Records from a dataset:
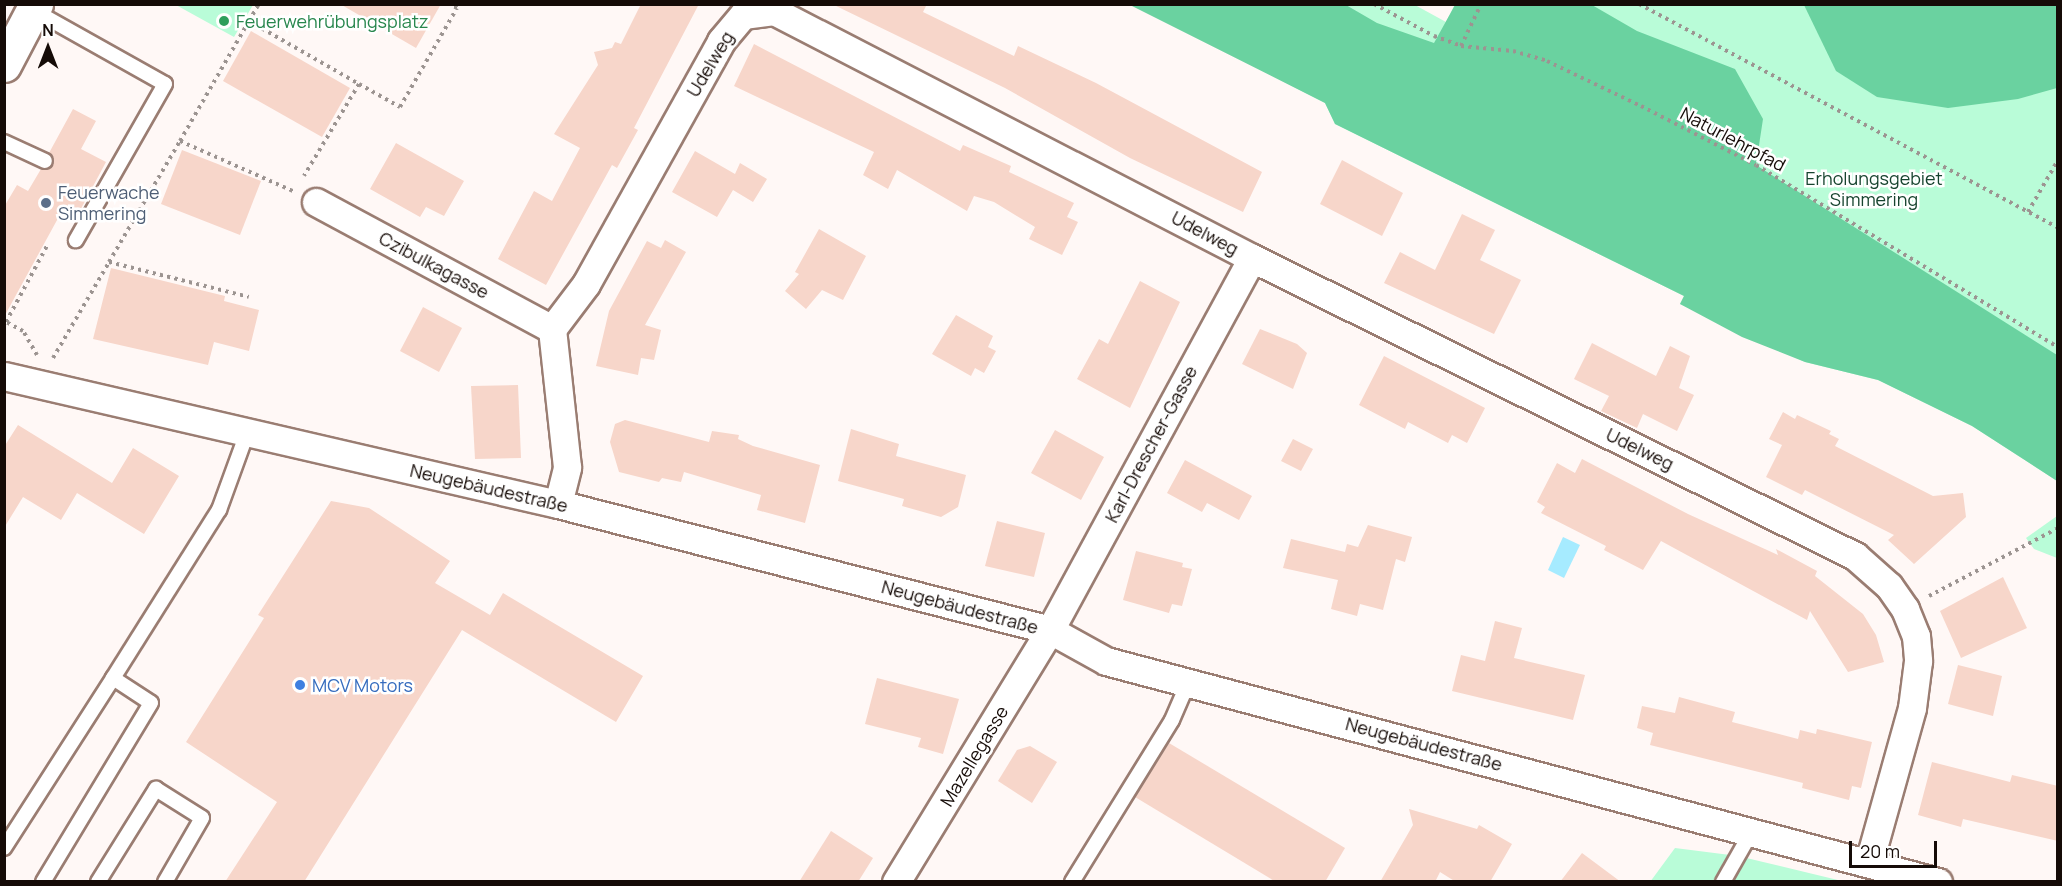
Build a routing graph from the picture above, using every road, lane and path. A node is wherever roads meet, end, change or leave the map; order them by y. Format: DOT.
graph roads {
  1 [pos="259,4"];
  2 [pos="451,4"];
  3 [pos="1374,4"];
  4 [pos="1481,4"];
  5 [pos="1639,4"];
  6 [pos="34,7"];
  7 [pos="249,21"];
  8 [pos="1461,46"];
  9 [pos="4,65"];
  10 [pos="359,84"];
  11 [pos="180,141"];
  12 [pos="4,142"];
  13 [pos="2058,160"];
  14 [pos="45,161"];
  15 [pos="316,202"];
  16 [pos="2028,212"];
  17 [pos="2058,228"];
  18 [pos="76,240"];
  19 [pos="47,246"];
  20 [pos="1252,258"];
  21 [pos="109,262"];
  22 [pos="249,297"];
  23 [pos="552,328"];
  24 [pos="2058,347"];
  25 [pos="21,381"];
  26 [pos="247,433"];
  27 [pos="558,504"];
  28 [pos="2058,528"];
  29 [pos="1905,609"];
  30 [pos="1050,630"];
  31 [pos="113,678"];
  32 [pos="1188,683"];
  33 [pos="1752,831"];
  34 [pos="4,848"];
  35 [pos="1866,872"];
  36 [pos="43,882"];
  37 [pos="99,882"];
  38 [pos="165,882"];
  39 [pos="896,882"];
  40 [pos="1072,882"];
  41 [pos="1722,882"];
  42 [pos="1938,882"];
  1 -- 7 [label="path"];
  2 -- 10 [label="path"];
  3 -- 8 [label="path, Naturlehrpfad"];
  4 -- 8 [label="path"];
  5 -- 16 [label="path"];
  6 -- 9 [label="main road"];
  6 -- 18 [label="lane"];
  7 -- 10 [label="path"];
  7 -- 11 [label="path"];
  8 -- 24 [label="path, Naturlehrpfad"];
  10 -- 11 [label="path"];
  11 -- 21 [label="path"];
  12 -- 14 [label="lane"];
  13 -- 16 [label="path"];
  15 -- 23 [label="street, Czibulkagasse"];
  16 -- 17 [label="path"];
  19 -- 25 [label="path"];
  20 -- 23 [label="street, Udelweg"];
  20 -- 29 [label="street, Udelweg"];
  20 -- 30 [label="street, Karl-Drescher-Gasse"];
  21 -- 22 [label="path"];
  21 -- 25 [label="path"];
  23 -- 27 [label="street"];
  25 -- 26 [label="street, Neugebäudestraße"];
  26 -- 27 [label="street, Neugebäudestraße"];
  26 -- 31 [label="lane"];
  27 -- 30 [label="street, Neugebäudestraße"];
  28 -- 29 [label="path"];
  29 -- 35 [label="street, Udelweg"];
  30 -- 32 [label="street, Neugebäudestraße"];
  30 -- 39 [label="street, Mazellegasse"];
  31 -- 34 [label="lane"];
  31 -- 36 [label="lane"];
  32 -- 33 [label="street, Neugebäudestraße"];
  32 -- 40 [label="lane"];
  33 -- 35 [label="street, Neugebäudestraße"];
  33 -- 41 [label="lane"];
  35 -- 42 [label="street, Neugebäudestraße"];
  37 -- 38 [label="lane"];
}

▶ [INSTRUCTIONS TO FOLLOW]: From the data above, copy out every line with the string "Udelweg" in it.

▶ [EXERCISE RESULT]:
  20 -- 23 [label="street, Udelweg"];
  20 -- 29 [label="street, Udelweg"];
  29 -- 35 [label="street, Udelweg"];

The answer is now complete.